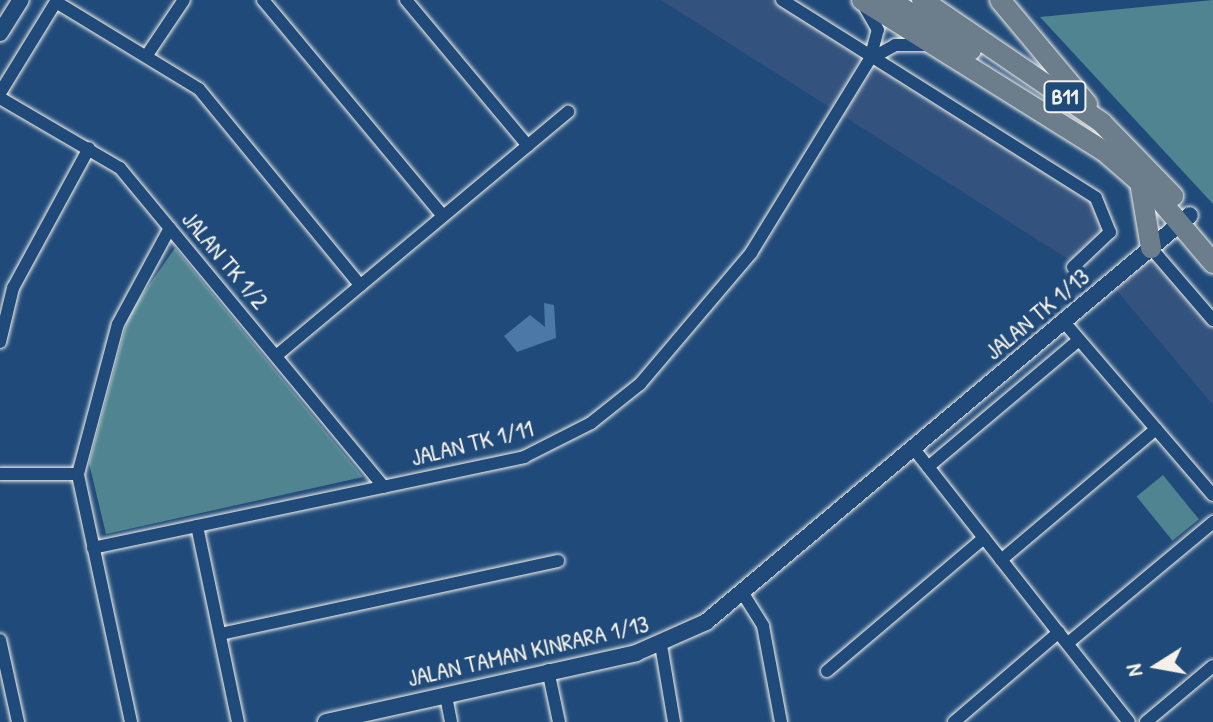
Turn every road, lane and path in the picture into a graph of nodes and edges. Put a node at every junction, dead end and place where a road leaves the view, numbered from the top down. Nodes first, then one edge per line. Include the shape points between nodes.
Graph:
1 (21, 0) edge
2 (184, 0) edge
3 (263, 0) edge
4 (406, 0) edge
5 (782, 0) edge
6 (861, 0) edge
7 (889, 0) edge
8 (922, 0) edge
9 (1000, 0) edge
10 (56, 1) edge
11 (0, 33) edge
12 (938, 47) junction
13 (147, 55) junction
14 (870, 59) junction
15 (0, 96) edge
16 (568, 112) dead end
17 (1102, 123) junction
18 (528, 146) junction
19 (89, 148) junction
20 (1104, 151) junction
21 (1140, 182) junction
22 (443, 216) junction
23 (1185, 219) junction
24 (170, 228) junction
25 (1213, 241) edge
26 (1151, 248) junction
27 (1213, 263) edge
28 (1073, 267) dead end
29 (360, 285) junction
30 (1213, 320) edge
31 (1064, 322) junction
32 (1079, 340) junction
33 (0, 342) edge
34 (276, 356) junction
35 (1156, 429) junction
36 (914, 449) junction
37 (928, 467) junction
38 (0, 474) edge
39 (78, 474) junction
40 (384, 487) junction
41 (1213, 495) edge
42 (1213, 522) edge
43 (197, 526) junction
44 (984, 538) junction
45 (93, 548) junction
46 (1001, 560) junction
47 (558, 561) dead end
48 (742, 592) junction
49 (1059, 632) junction
50 (220, 634) junction
51 (0, 640) edge
52 (1068, 643) junction
53 (661, 645) junction
54 (1213, 666) edge
55 (548, 670) junction
56 (827, 671) dead end
57 (446, 696) junction
58 (18, 722) edge
59 (131, 722) edge
60 (238, 722) edge
61 (326, 722) edge
62 (451, 722) edge
63 (559, 722) edge
64 (674, 722) edge
65 (781, 722) edge
66 (954, 722) edge
67 (1129, 722) edge
68 (1146, 722) edge

1 - 11 street
2 - 13 street
3 - 22 street
4 - 18 street
5 - 14 street
6 - 12 main road, B11
6 - 14 street via 878,30
7 - 20 main road via 1031,87
8 - 17 main road, B11
9 - 17 main road
10 - 13 street
10 - 15 street
12 - 14 street via 907,42
12 - 20 main road, B11
13 - 29 street via 199,89
14 - 28 street via 1096,198 1110,232
14 - 40 street, JALAN TK 1/11 via 723,291 640,384 591,423 524,457
15 - 19 street, JALAN TK 1/2
16 - 18 street
17 - 23 main road, B11
18 - 22 street
19 - 24 street, JALAN TK 1/2 via 120,168
19 - 33 street via 13,288
20 - 21 main road, B11
21 - 23 main road, B11
21 - 26 main road
22 - 29 street
23 - 25 main road, B11
23 - 26 street, JALAN TK 1/13
23 - 27 main road, B11
24 - 34 street, JALAN TK 1/2
24 - 39 street via 118,324
26 - 30 street
26 - 31 street, JALAN TK 1/13
29 - 34 street
31 - 32 street
31 - 36 street, JALAN TK 1/13
32 - 35 street
32 - 37 street
34 - 40 street, JALAN TK 1/2
35 - 41 street
35 - 46 street
36 - 37 street
36 - 48 street, JALAN TAMAN KINRARA 1/13
37 - 44 street
38 - 39 street
39 - 45 street
40 - 43 street, JALAN TK 1/11
42 - 52 street
43 - 45 street, JALAN TK 1/11
43 - 50 street
44 - 46 street
44 - 56 street
45 - 59 street
46 - 49 street
47 - 50 street
48 - 53 street, JALAN TAMAN KINRARA 1/13
48 - 65 street via 763,626
49 - 52 street
49 - 66 street
50 - 60 street
51 - 58 street
52 - 67 street
53 - 55 street, JALAN TAMAN KINRARA 1/13
53 - 64 street
54 - 68 street
55 - 57 street, JALAN TAMAN KINRARA 1/13
55 - 63 street
57 - 61 street, JALAN TAMAN KINRARA 1/13
57 - 62 street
+ + + + +
What you have to do »
Restate the data above verbatim, skipping every image.

Result below »
Turn every road, lane and path in the picture into a graph of nodes and edges. Put a node at every junction, dead end and place where a road leaves the view, numbered from the top down. Nodes first, then one edge per line. Include the shape points between nodes.
Graph:
1 (21, 0) edge
2 (184, 0) edge
3 (263, 0) edge
4 (406, 0) edge
5 (782, 0) edge
6 (861, 0) edge
7 (889, 0) edge
8 (922, 0) edge
9 (1000, 0) edge
10 (56, 1) edge
11 (0, 33) edge
12 (938, 47) junction
13 (147, 55) junction
14 (870, 59) junction
15 (0, 96) edge
16 (568, 112) dead end
17 (1102, 123) junction
18 (528, 146) junction
19 (89, 148) junction
20 (1104, 151) junction
21 (1140, 182) junction
22 (443, 216) junction
23 (1185, 219) junction
24 (170, 228) junction
25 (1213, 241) edge
26 (1151, 248) junction
27 (1213, 263) edge
28 (1073, 267) dead end
29 (360, 285) junction
30 (1213, 320) edge
31 (1064, 322) junction
32 (1079, 340) junction
33 (0, 342) edge
34 (276, 356) junction
35 (1156, 429) junction
36 (914, 449) junction
37 (928, 467) junction
38 (0, 474) edge
39 (78, 474) junction
40 (384, 487) junction
41 (1213, 495) edge
42 (1213, 522) edge
43 (197, 526) junction
44 (984, 538) junction
45 (93, 548) junction
46 (1001, 560) junction
47 (558, 561) dead end
48 (742, 592) junction
49 (1059, 632) junction
50 (220, 634) junction
51 (0, 640) edge
52 (1068, 643) junction
53 (661, 645) junction
54 (1213, 666) edge
55 (548, 670) junction
56 (827, 671) dead end
57 (446, 696) junction
58 (18, 722) edge
59 (131, 722) edge
60 (238, 722) edge
61 (326, 722) edge
62 (451, 722) edge
63 (559, 722) edge
64 (674, 722) edge
65 (781, 722) edge
66 (954, 722) edge
67 (1129, 722) edge
68 (1146, 722) edge

1 - 11 street
2 - 13 street
3 - 22 street
4 - 18 street
5 - 14 street
6 - 12 main road, B11
6 - 14 street via 878,30
7 - 20 main road via 1031,87
8 - 17 main road, B11
9 - 17 main road
10 - 13 street
10 - 15 street
12 - 14 street via 907,42
12 - 20 main road, B11
13 - 29 street via 199,89
14 - 28 street via 1096,198 1110,232
14 - 40 street, JALAN TK 1/11 via 723,291 640,384 591,423 524,457
15 - 19 street, JALAN TK 1/2
16 - 18 street
17 - 23 main road, B11
18 - 22 street
19 - 24 street, JALAN TK 1/2 via 120,168
19 - 33 street via 13,288
20 - 21 main road, B11
21 - 23 main road, B11
21 - 26 main road
22 - 29 street
23 - 25 main road, B11
23 - 26 street, JALAN TK 1/13
23 - 27 main road, B11
24 - 34 street, JALAN TK 1/2
24 - 39 street via 118,324
26 - 30 street
26 - 31 street, JALAN TK 1/13
29 - 34 street
31 - 32 street
31 - 36 street, JALAN TK 1/13
32 - 35 street
32 - 37 street
34 - 40 street, JALAN TK 1/2
35 - 41 street
35 - 46 street
36 - 37 street
36 - 48 street, JALAN TAMAN KINRARA 1/13
37 - 44 street
38 - 39 street
39 - 45 street
40 - 43 street, JALAN TK 1/11
42 - 52 street
43 - 45 street, JALAN TK 1/11
43 - 50 street
44 - 46 street
44 - 56 street
45 - 59 street
46 - 49 street
47 - 50 street
48 - 53 street, JALAN TAMAN KINRARA 1/13
48 - 65 street via 763,626
49 - 52 street
49 - 66 street
50 - 60 street
51 - 58 street
52 - 67 street
53 - 55 street, JALAN TAMAN KINRARA 1/13
53 - 64 street
54 - 68 street
55 - 57 street, JALAN TAMAN KINRARA 1/13
55 - 63 street
57 - 61 street, JALAN TAMAN KINRARA 1/13
57 - 62 street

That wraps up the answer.